If possible, the photographing should be done when the sun is shining on the shop; there will then be less light on the objects inevitably reflected. Undoubtedly the best method of all is to illuminate it at night time by a flashlight, carefully screening the flash so that no surrounding objects receive light. Failing all these much may be done by selecting a judicious standpoint, so as to include as little objectionable reflected representation of a neighbor's goods or signs in the middle of the shop to be depicted. By using a plate several sizes too large and taking the view on one or other side of it much may be done to avoid those annoying reflections. Finally the utmost care should be taken to see the camera front is square to the shop-front.
ACKING PLATES. Exposed and unexposed. The chief plate makers in this country and in Europe have no uniform standard method of packing
their wares; but they have three leading methods: First, they are placed face to face with nothing between the individual plates of the dozen; second, face to face with thick paper grooves or slips at the edges; third, face to face with sheets of thin paper separating the two faces. Now the first named plan deserves the first place: Sheets of glass touching one another--even when their surfaces are not dead plane—and tightly wrapped in paper offer the most efficient safeguard from damage from an accidental blow or fall, and so
packed are not liable to any friction from uneven surfaces. The paper slips are an unnecessary trouble and expense, and we have heard of more than one case where one of these slips unperceived in the dull light of the darkroom has been imprisoned in the dark slide and prevented the back from closing light-tight. We have been in darkrooms where they have literally carpeted the floor.
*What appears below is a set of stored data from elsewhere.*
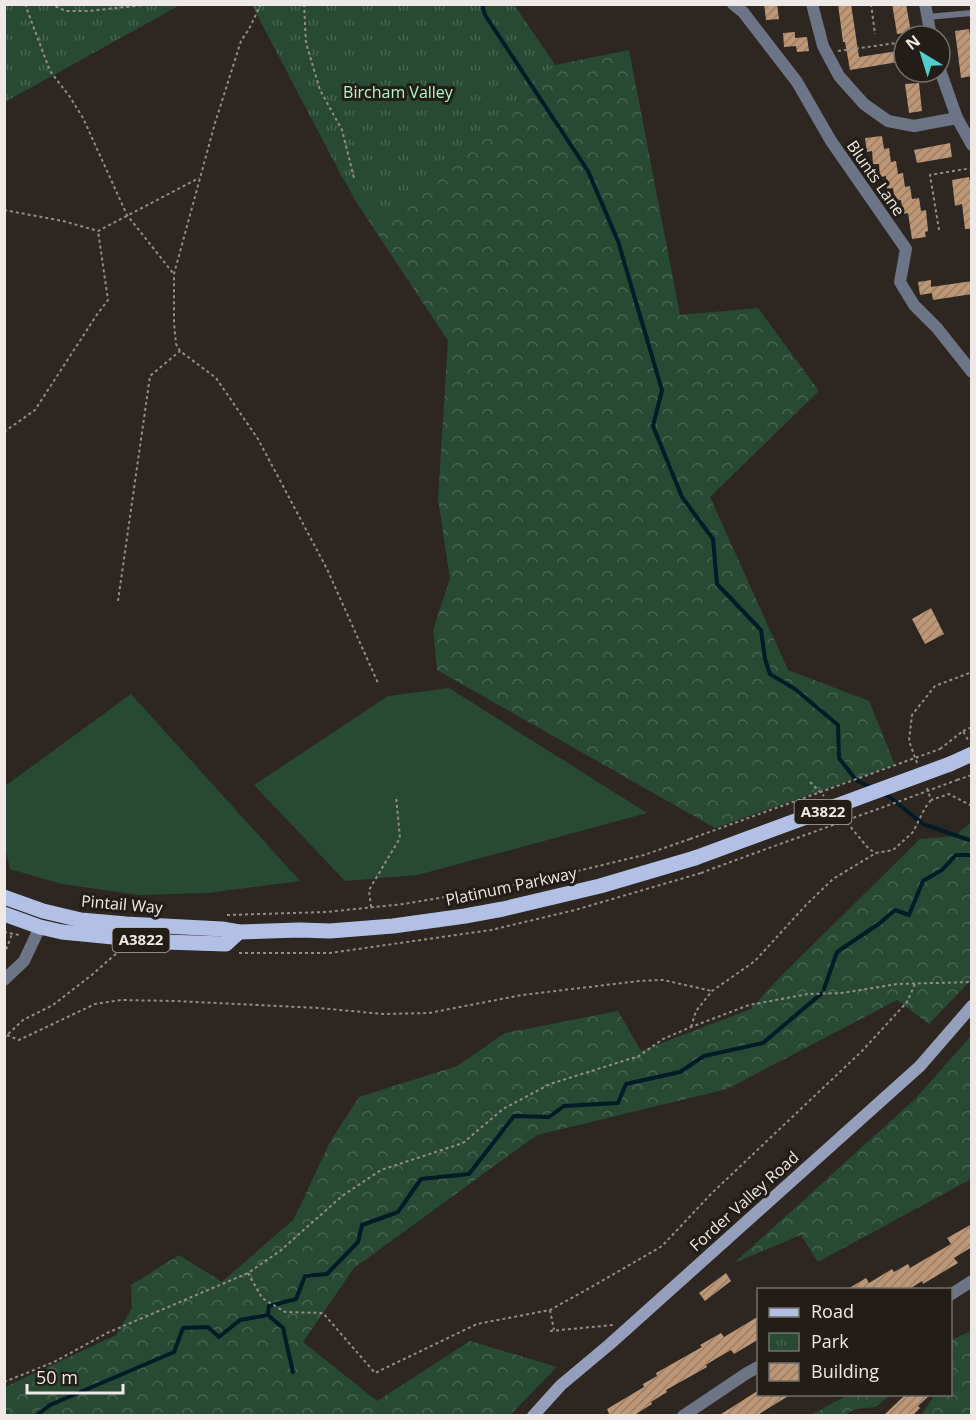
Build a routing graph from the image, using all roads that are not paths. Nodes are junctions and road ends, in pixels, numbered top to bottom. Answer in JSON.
{"nodes":[{"id":1,"x":733,"y":4,"type":"edge"},
{"id":2,"x":812,"y":4,"type":"edge"},
{"id":3,"x":926,"y":11,"type":"edge"},
{"id":4,"x":972,"y":13,"type":"edge"},
{"id":5,"x":945,"y":84,"type":"edge"},
{"id":6,"x":957,"y":118,"type":"junction"},
{"id":7,"x":972,"y":145,"type":"edge"},
{"id":8,"x":972,"y":372,"type":"edge"},
{"id":9,"x":972,"y":754,"type":"edge"},
{"id":10,"x":4,"y":897,"type":"edge"},
{"id":11,"x":4,"y":914,"type":"edge"},
{"id":12,"x":40,"y":927,"type":"junction"},
{"id":13,"x":239,"y":932,"type":"junction"},
{"id":14,"x":4,"y":980,"type":"edge"},
{"id":15,"x":972,"y":1006,"type":"edge"},
{"id":16,"x":972,"y":1281,"type":"edge"},
{"id":17,"x":952,"y":1294,"type":"edge"},
{"id":18,"x":757,"y":1368,"type":"edge"},
{"id":19,"x":533,"y":1416,"type":"edge"},
{"id":20,"x":683,"y":1416,"type":"edge"}],
"edges":[{"from":1,"to":8,"type":"street","name":"Blunts Lane"},
{"from":2,"to":6,"type":"street"},
{"from":3,"to":4,"type":"lane"},
{"from":5,"to":6,"type":"street"},
{"from":6,"to":7,"type":"street"},
{"from":9,"to":13,"type":"main road","name":"Platinum Parkway","number":"A3822","bridge":true},
{"from":10,"to":13,"type":"main road","name":"Pintail Way","number":"A3822"},
{"from":11,"to":12,"type":"main road"},
{"from":12,"to":13,"type":"main road","name":"Platinum Parkway","number":"A3822"},
{"from":12,"to":14,"type":"street"},
{"from":15,"to":19,"type":"main road","name":"Forder Valley Road"},
{"from":16,"to":17,"type":"street"},
{"from":18,"to":20,"type":"street"}]}
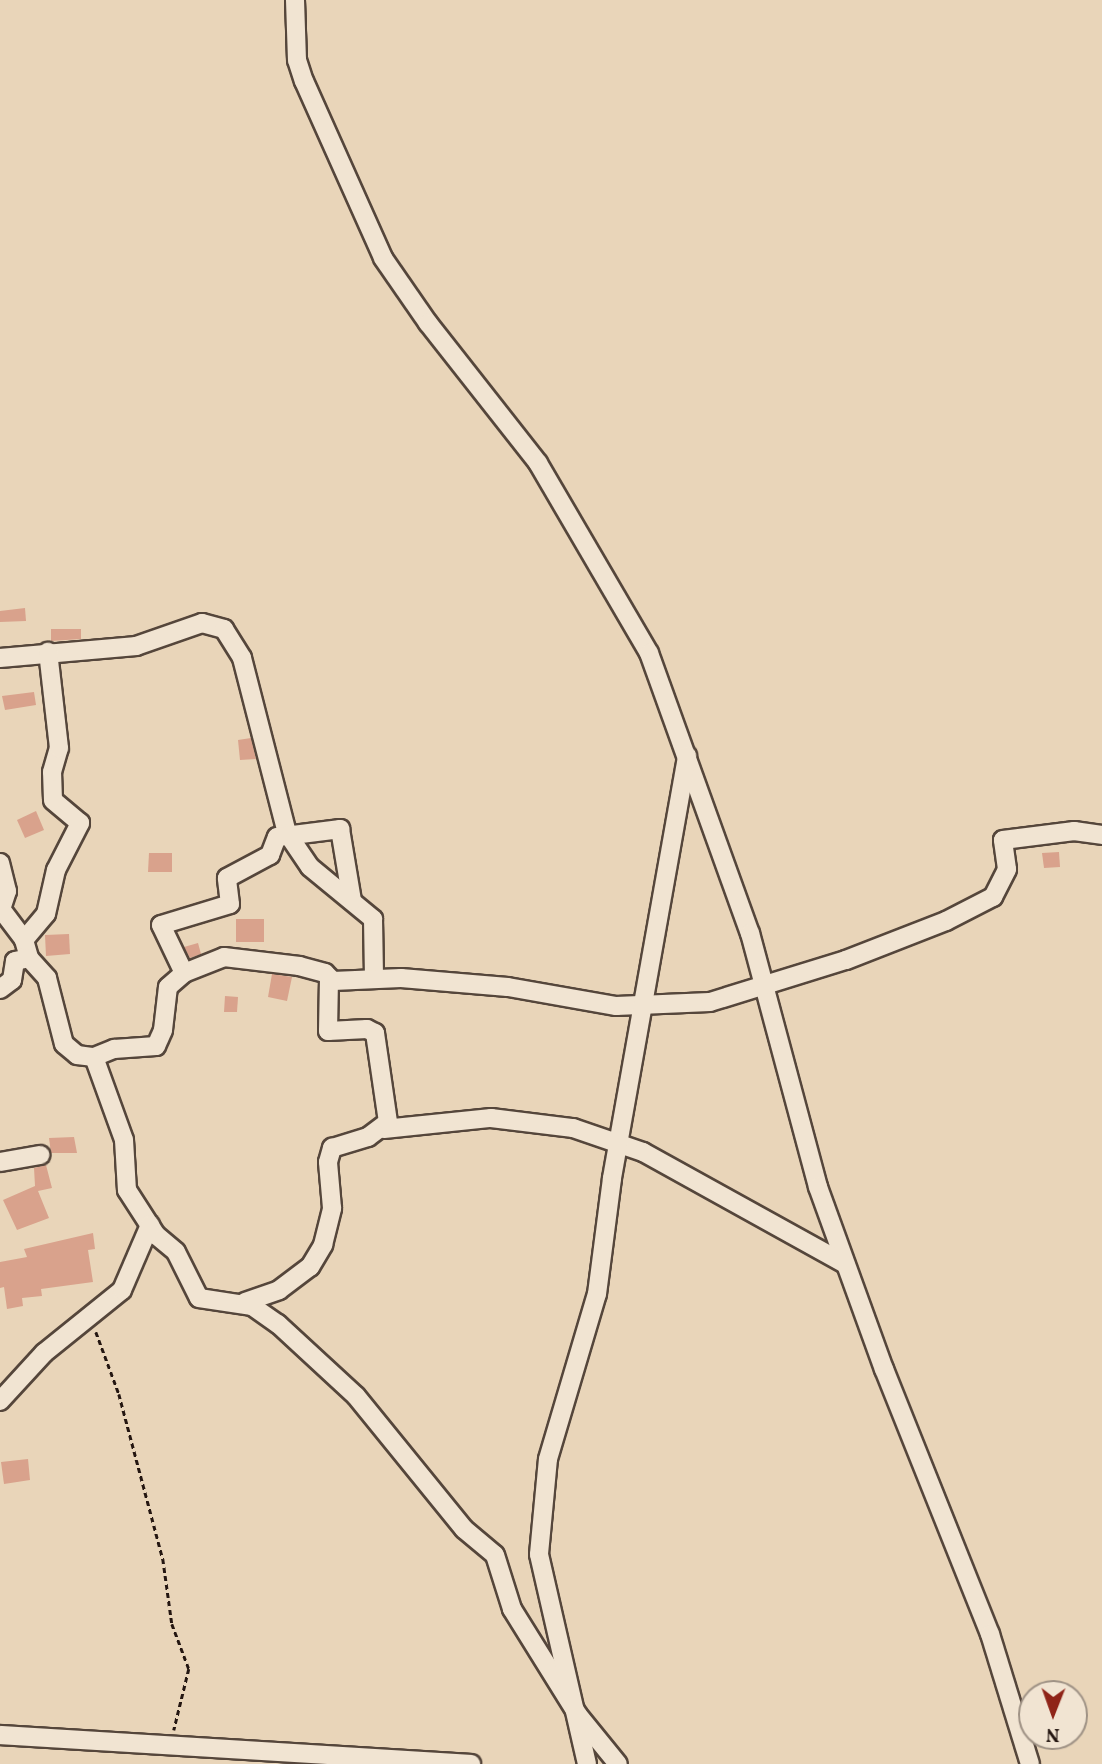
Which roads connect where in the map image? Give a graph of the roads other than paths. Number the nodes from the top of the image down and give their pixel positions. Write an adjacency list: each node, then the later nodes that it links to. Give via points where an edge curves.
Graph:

The third method is decidedly to be reprehended. There is always the risk of the papers leaving marks of their presence after long storage, and the great danger, when the papers lie quite flat, of the operator picking up a plate and placing it in slide without removing the paper, which often adheres quite firmly and unobserved. There is an adaptation of the first method adopted for their smaller plates by one of the largest manufacturers in the world which is highly objectionable. It consists in packing the plates in pairs, the two plates being formed from one piece cut with the diamond, and broken, but not separated from one another, the film forming a sort of hinge which, of course, prevents any rubbing together during transit. It is, however, a thoroughly mischievous plan in a busy studio. The man in the darkroom has to change his slide with the utmost slickness and rapidity. With the other methods he picks up the plate with one hand, holding the dark slide in the other, and changes without delay; but the "hinged" plates are a two-handed job, both hands being needed to effect the separation. The very great loss of time involved by this can only be appreciated by those who have undergone the worry. In packing plates that have been exposed, and are being carried on a journey awaiting development at home, they should, after being very carefully dusted, be placed face to face with no protection between and tightly wrapped in four or sixes. On no account must they be separated, as we have often seen done, by pieces of newspaper or other printed matter, as this will almost inevitably “set off," and give a developable image. Great care should be taken to see that no foreign substances is packed up between the plates. We once saw a very remarkable effect produced by this precaution not being taken. By some mischance a small fine stalk of hay had become imprisoned, curled up in almost a circle. When the plates arrived home a piece of glass of circular shape had cracked out of the center of one plate and, of course, ruined the negative.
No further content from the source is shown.